→ GIVEN DATA:
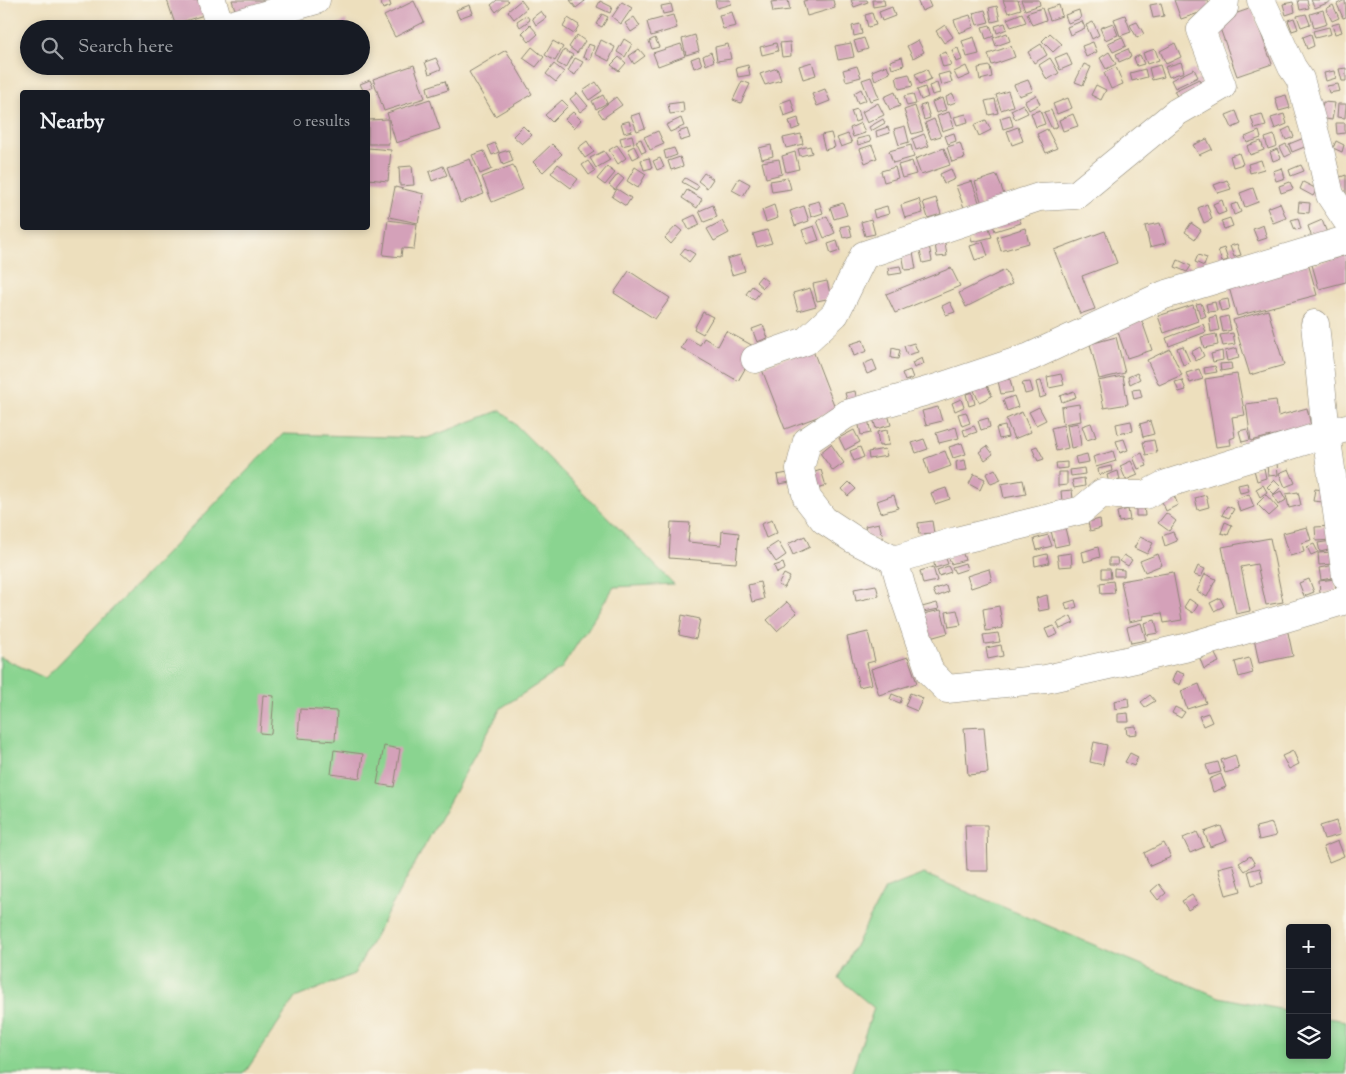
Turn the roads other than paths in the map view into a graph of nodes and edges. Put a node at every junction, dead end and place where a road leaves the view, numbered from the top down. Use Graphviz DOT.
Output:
...
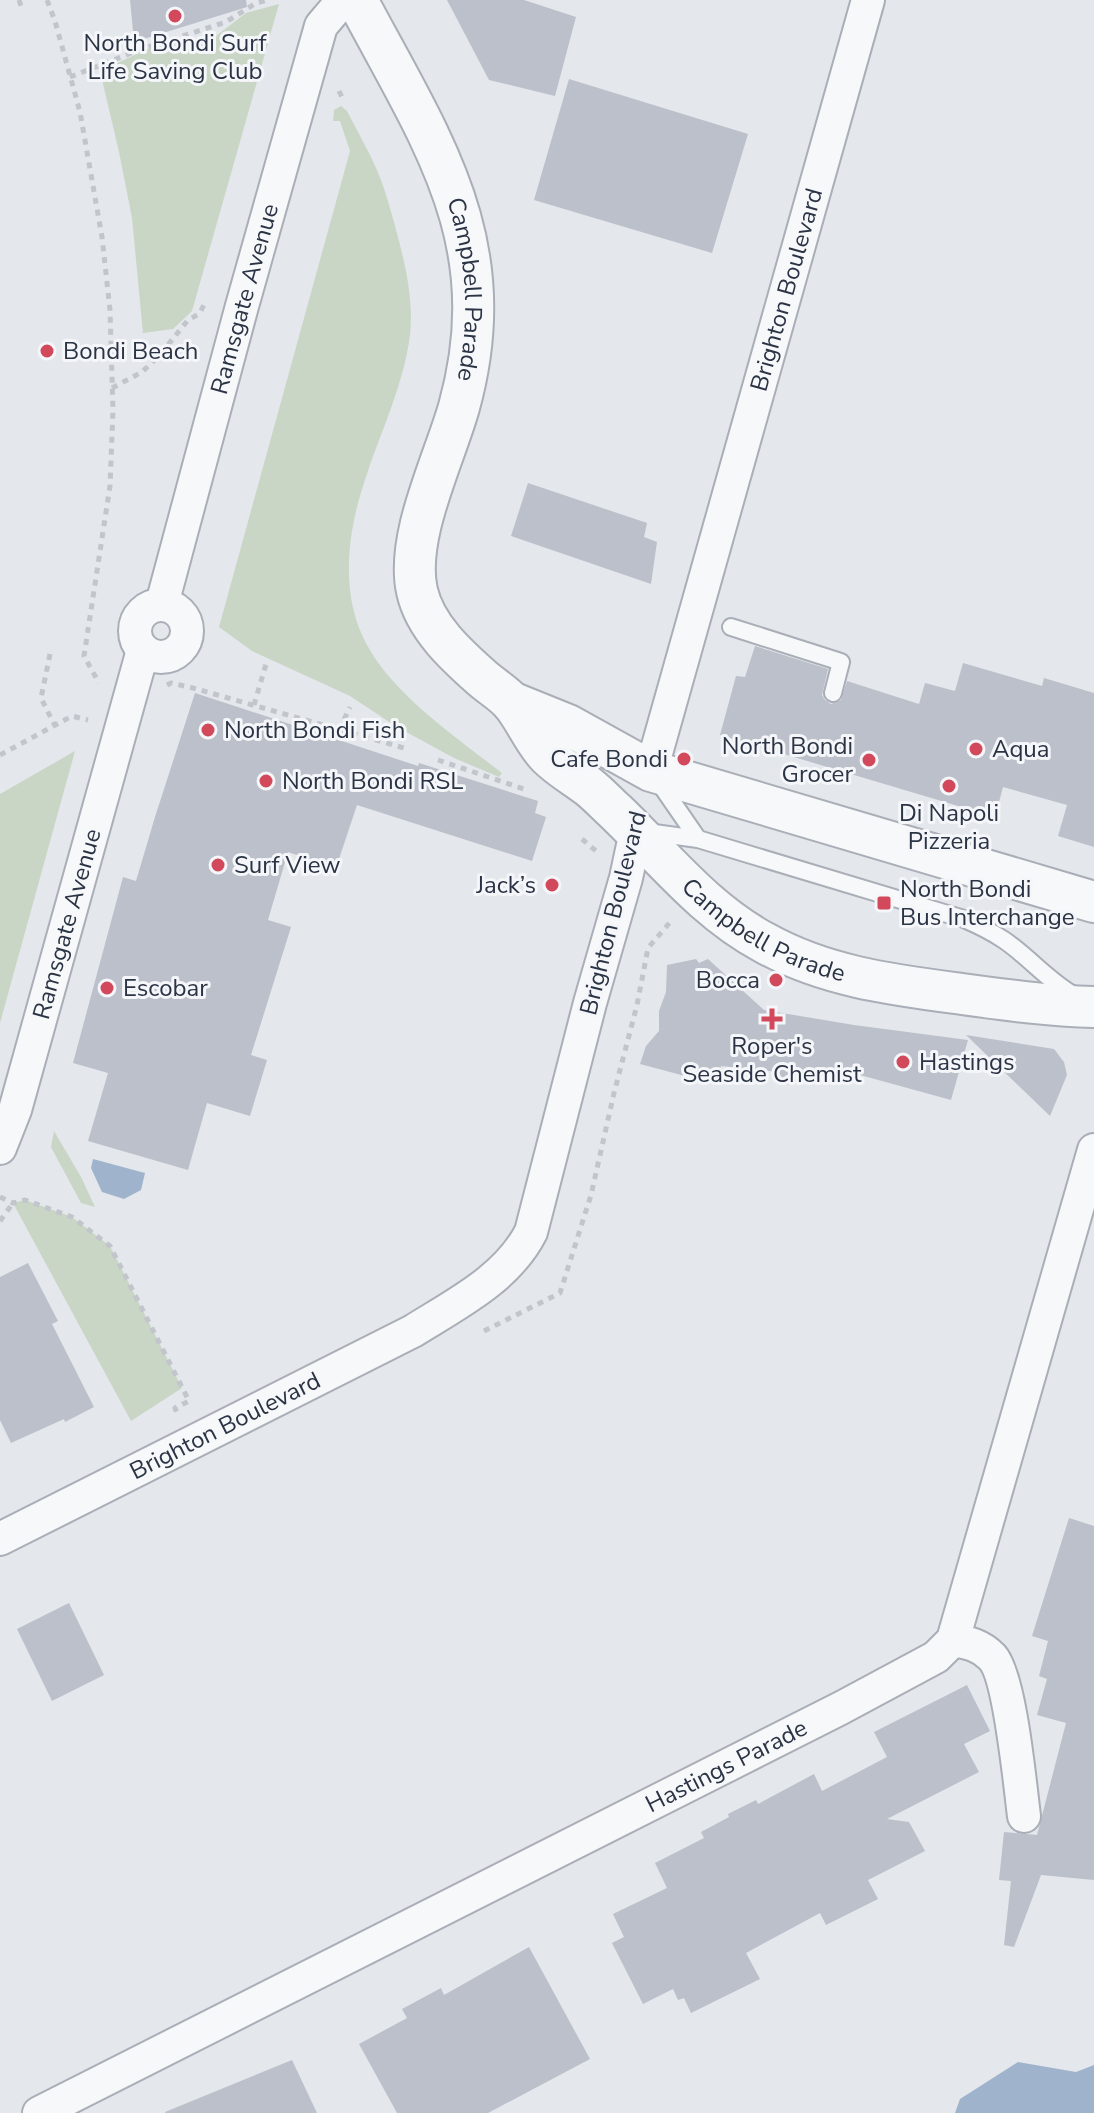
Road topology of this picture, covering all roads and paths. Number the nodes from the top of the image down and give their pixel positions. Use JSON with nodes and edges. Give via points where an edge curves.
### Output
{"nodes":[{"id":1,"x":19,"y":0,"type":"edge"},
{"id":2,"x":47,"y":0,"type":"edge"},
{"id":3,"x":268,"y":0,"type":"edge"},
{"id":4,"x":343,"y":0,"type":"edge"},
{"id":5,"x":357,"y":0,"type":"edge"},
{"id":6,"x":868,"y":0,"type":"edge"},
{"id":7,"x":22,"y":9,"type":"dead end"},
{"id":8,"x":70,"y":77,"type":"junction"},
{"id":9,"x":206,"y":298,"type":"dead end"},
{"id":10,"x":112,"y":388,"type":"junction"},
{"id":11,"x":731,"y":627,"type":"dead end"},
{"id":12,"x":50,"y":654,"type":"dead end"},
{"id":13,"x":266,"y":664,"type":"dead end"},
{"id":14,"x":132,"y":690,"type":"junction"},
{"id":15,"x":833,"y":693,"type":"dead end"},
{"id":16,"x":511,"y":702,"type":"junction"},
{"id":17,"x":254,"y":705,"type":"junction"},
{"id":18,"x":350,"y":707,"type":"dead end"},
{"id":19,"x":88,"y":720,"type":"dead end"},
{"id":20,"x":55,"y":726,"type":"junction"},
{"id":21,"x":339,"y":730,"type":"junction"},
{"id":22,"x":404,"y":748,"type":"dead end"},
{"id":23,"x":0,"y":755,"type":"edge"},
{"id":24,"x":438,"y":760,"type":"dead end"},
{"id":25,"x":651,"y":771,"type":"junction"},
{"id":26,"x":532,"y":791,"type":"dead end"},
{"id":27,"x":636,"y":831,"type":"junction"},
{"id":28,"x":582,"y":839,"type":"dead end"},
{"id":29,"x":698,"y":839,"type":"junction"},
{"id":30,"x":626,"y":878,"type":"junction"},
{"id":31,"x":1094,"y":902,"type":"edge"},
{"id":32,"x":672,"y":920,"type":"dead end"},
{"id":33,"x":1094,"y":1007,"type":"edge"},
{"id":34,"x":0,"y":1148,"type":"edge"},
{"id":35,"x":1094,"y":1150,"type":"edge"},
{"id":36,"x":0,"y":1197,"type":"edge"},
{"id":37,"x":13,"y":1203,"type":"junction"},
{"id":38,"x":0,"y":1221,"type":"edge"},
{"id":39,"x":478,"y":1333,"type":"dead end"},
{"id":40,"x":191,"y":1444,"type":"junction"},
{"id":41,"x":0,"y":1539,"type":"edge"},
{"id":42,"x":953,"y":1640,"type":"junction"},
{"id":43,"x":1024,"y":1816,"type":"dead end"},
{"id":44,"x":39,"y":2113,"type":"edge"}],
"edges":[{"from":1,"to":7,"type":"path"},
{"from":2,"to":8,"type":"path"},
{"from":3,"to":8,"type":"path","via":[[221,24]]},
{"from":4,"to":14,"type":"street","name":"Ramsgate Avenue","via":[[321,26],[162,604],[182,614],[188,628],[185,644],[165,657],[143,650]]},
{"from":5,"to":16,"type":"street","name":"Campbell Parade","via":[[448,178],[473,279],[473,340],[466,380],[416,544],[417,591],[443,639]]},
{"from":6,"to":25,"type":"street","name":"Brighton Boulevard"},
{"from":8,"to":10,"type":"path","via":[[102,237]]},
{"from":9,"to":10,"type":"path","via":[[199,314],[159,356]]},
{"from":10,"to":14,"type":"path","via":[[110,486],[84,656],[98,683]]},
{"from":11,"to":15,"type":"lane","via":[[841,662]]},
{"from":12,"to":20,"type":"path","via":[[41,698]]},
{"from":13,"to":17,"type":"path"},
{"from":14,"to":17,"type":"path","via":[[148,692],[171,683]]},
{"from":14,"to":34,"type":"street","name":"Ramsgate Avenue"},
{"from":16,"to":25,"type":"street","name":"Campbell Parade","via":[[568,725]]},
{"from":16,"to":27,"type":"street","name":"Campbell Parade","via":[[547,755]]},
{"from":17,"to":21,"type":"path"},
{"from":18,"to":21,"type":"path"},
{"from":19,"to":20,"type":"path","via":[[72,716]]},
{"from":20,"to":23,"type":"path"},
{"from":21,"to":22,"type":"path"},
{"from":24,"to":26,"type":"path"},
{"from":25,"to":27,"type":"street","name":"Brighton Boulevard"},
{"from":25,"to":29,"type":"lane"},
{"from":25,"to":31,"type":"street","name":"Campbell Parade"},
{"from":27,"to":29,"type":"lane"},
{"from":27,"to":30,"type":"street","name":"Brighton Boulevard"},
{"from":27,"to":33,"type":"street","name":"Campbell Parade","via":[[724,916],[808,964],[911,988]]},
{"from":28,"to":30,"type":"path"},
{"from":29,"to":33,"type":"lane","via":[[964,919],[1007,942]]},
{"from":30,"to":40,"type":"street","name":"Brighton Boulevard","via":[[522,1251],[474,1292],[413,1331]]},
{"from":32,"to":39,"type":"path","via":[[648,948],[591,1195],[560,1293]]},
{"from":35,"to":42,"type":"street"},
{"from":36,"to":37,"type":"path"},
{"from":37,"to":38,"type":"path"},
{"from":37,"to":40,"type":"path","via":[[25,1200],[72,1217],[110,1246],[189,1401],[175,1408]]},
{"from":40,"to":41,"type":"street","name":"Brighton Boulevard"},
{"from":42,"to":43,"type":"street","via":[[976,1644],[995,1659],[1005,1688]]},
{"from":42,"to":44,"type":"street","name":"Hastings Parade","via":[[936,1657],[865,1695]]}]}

→ TASK: Go through the records above and copy every line with the word "where".

→ WRITTEN REPLY:
Turn the roads other than paths in the map view into a graph of nodes and edges. Put a node at every junction, dead end and place where a road leaves the view, numbered from the top down. Use Graphviz DOT.
Road topology of this picture, covering all roads and paths. Number the nodes from the top of the image down and give their pixel positions. Use JSON with nodes and edges. Give via points where an edge curves.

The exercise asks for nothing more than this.